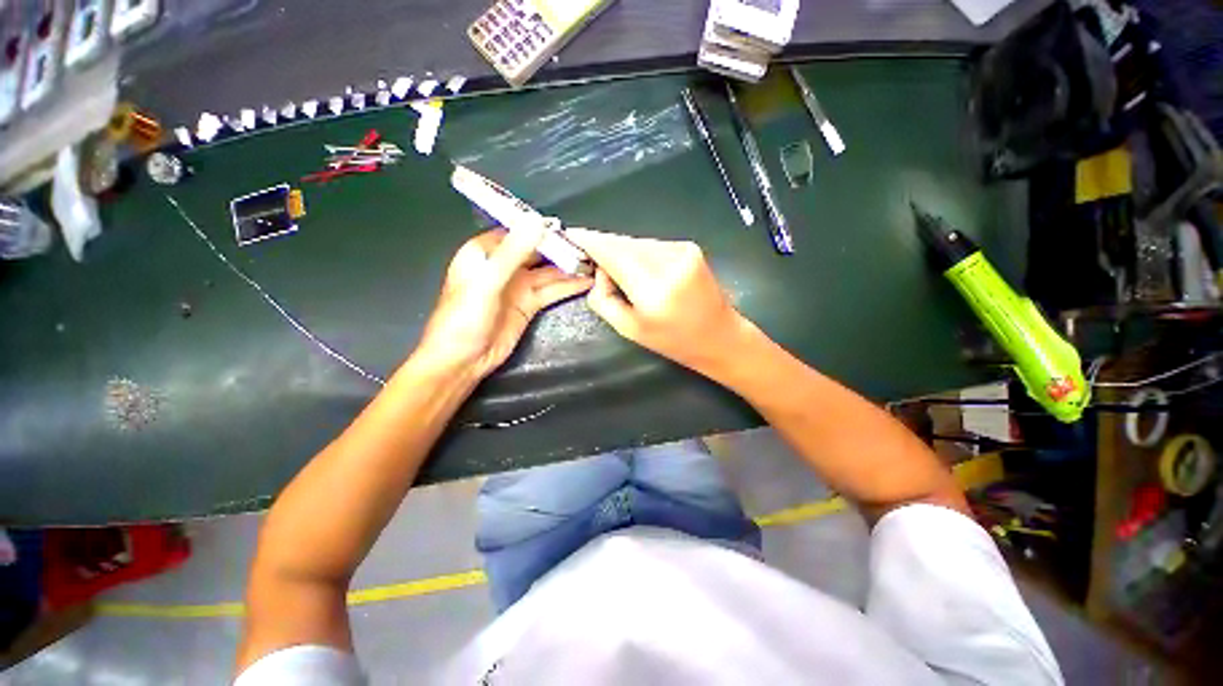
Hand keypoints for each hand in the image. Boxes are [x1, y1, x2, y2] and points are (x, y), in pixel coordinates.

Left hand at [414, 226, 593, 378]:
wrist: (462, 361)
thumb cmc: (463, 319)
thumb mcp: (487, 282)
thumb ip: (512, 253)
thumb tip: (535, 223)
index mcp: (485, 252)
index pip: (518, 231)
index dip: (541, 228)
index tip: (567, 228)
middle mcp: (503, 266)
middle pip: (537, 252)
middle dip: (561, 249)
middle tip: (588, 247)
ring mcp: (517, 286)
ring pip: (548, 272)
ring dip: (569, 269)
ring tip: (593, 264)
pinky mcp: (528, 305)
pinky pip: (551, 291)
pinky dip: (568, 287)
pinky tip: (585, 282)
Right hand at [565, 228, 747, 372]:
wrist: (719, 336)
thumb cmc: (673, 341)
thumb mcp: (629, 329)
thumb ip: (603, 299)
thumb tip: (598, 272)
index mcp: (653, 288)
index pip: (612, 251)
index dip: (589, 241)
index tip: (570, 236)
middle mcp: (668, 262)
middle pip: (623, 243)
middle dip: (603, 248)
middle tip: (590, 260)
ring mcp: (682, 250)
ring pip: (636, 242)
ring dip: (622, 251)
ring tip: (617, 271)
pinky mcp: (689, 247)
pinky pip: (652, 245)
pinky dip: (639, 253)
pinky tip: (640, 270)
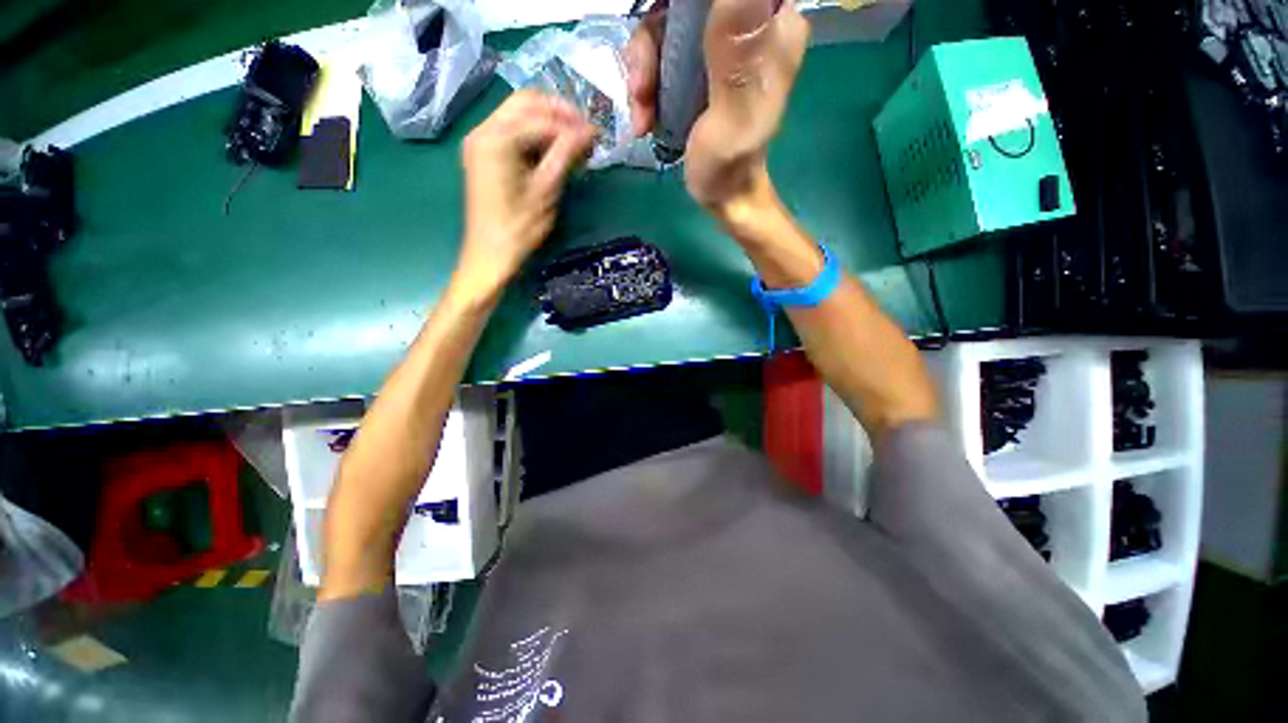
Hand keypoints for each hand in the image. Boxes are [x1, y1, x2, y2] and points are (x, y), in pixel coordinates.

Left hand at [457, 91, 594, 299]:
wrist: (490, 254)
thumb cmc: (518, 228)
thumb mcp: (546, 191)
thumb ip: (566, 155)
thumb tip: (591, 131)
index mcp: (496, 138)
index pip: (541, 117)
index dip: (572, 124)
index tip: (598, 135)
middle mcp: (483, 130)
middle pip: (526, 102)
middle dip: (559, 113)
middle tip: (586, 132)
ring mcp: (481, 141)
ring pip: (519, 114)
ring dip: (549, 123)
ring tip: (575, 143)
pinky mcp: (484, 154)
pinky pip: (513, 131)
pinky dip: (536, 135)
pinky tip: (554, 151)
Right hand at [627, 0, 809, 212]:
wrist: (722, 194)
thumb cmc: (730, 165)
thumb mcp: (733, 113)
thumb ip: (736, 53)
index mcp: (773, 25)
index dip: (687, 5)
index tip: (664, 25)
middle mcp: (749, 23)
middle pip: (687, 4)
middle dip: (655, 40)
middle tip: (642, 86)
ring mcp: (720, 42)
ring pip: (668, 22)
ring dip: (644, 67)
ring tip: (641, 111)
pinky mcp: (698, 63)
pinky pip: (660, 50)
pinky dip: (645, 80)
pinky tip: (643, 115)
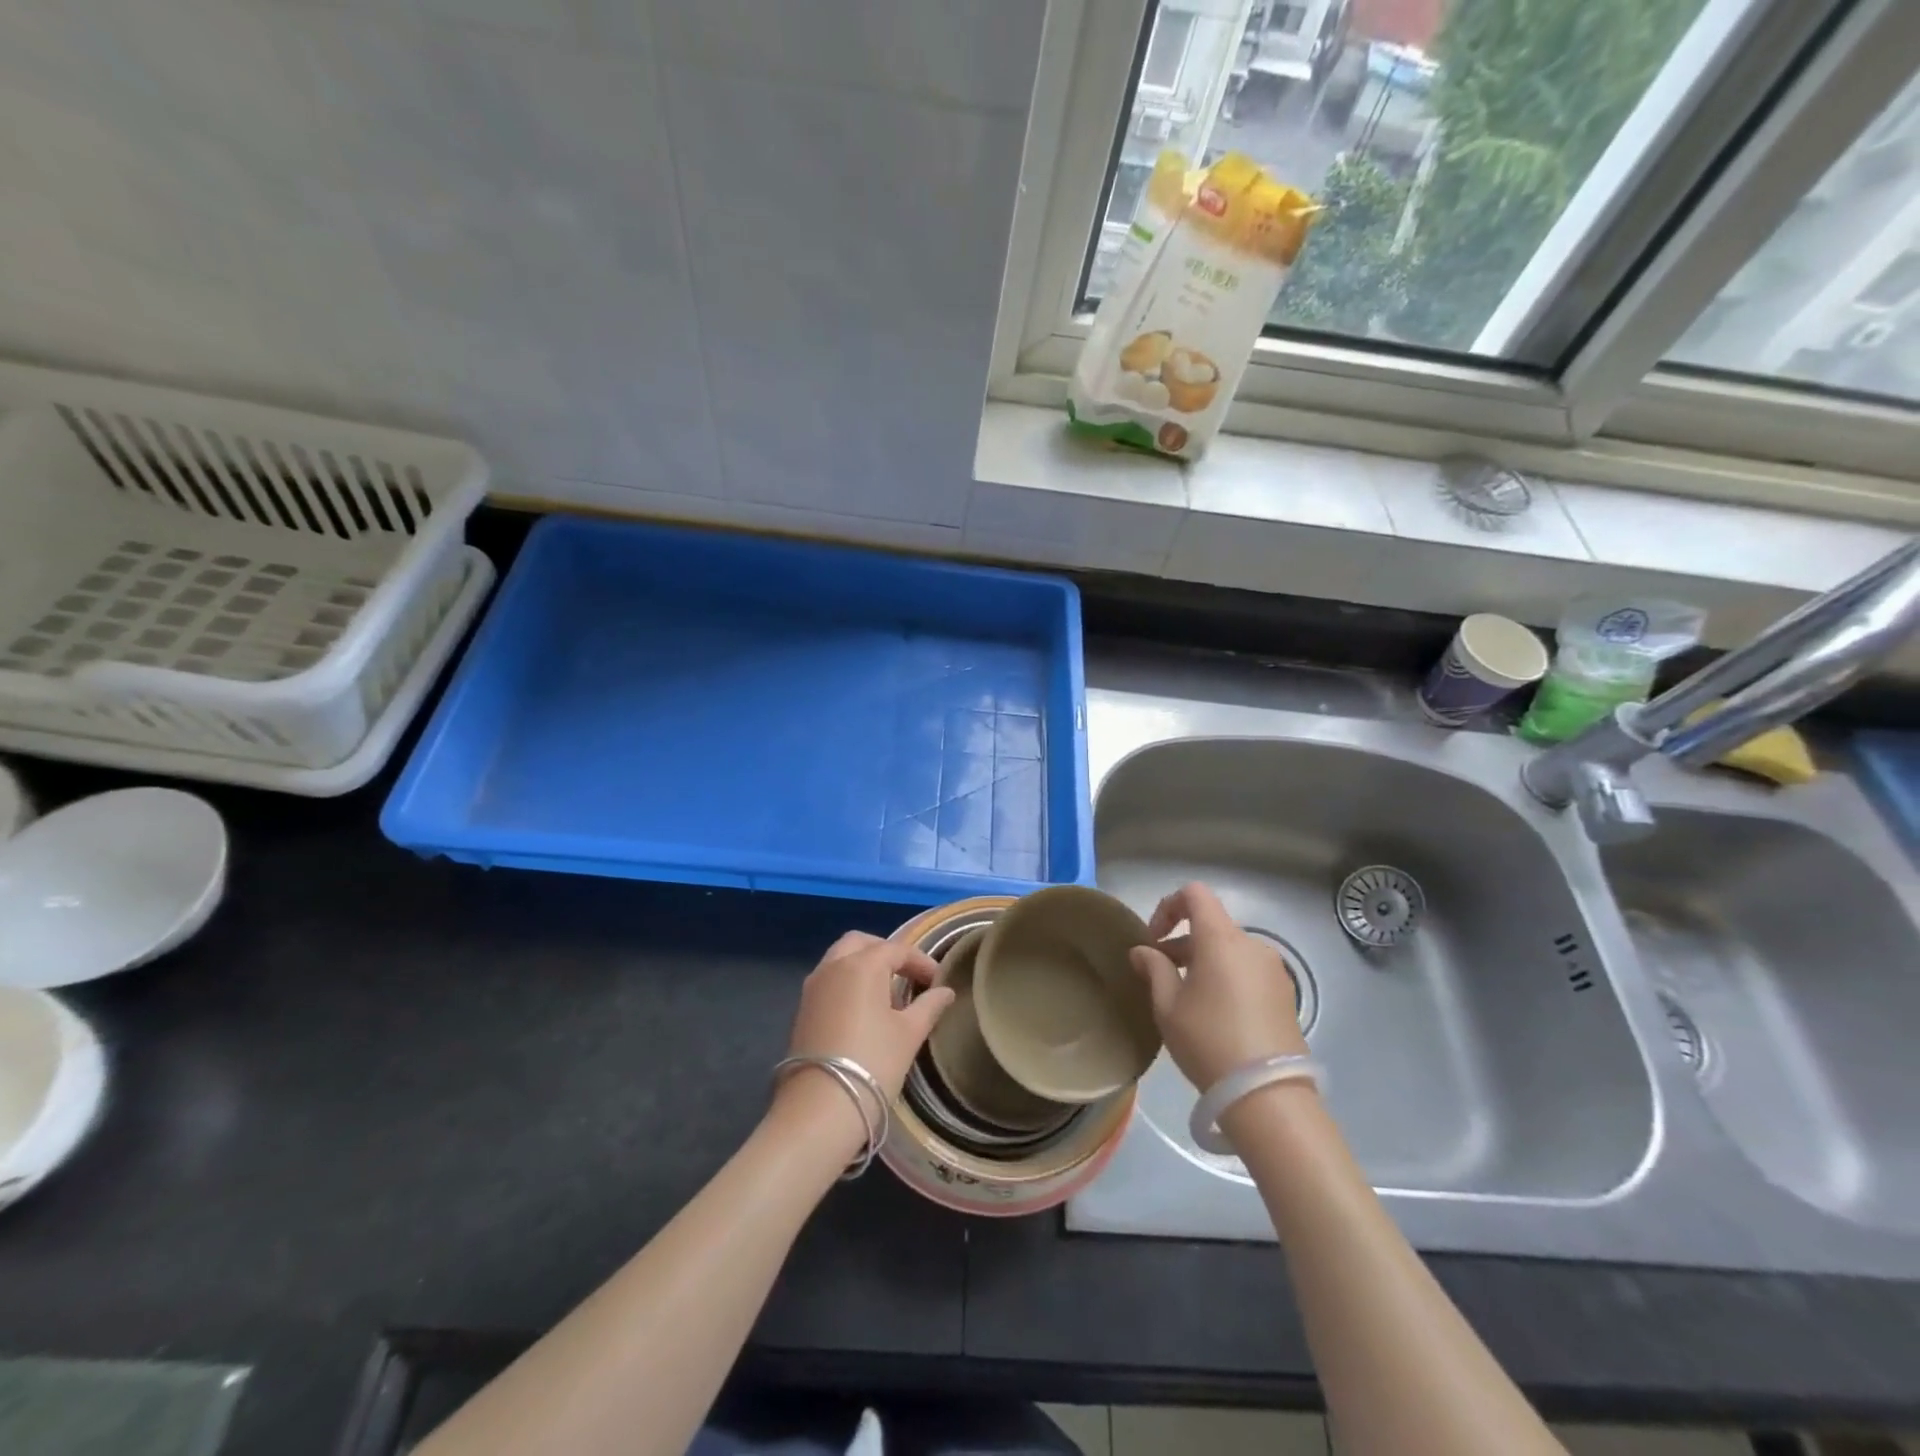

----------------

__What you should do__:
Could the lines from the one with "ring mcp: (481, 141)" through the last line of the material above be written out exactly, both included, with pictures left out?

__Task result__:
ring mcp: (481, 141)
ring pip: (519, 114)
ring dip: (549, 123)
ring tip: (575, 143)
pinky mcp: (484, 154)
pinky pip: (513, 131)
pinky dip: (536, 135)
pinky tip: (554, 151)
Right hand at [627, 0, 809, 212]:
wrist: (722, 194)
thumb cmc: (730, 165)
thumb mcp: (733, 113)
thumb ip: (736, 53)
index mcp: (773, 25)
index dip: (687, 5)
index tip: (664, 25)
middle mcp: (749, 23)
middle pip: (687, 4)
middle dip: (655, 40)
middle tip: (642, 86)
ring mcp: (720, 42)
ring pip: (668, 22)
ring dip: (644, 67)
ring tip: (641, 111)
pinky mcp: (698, 63)
pinky pip: (660, 50)
pinky dip: (645, 80)
pinky tip: (643, 115)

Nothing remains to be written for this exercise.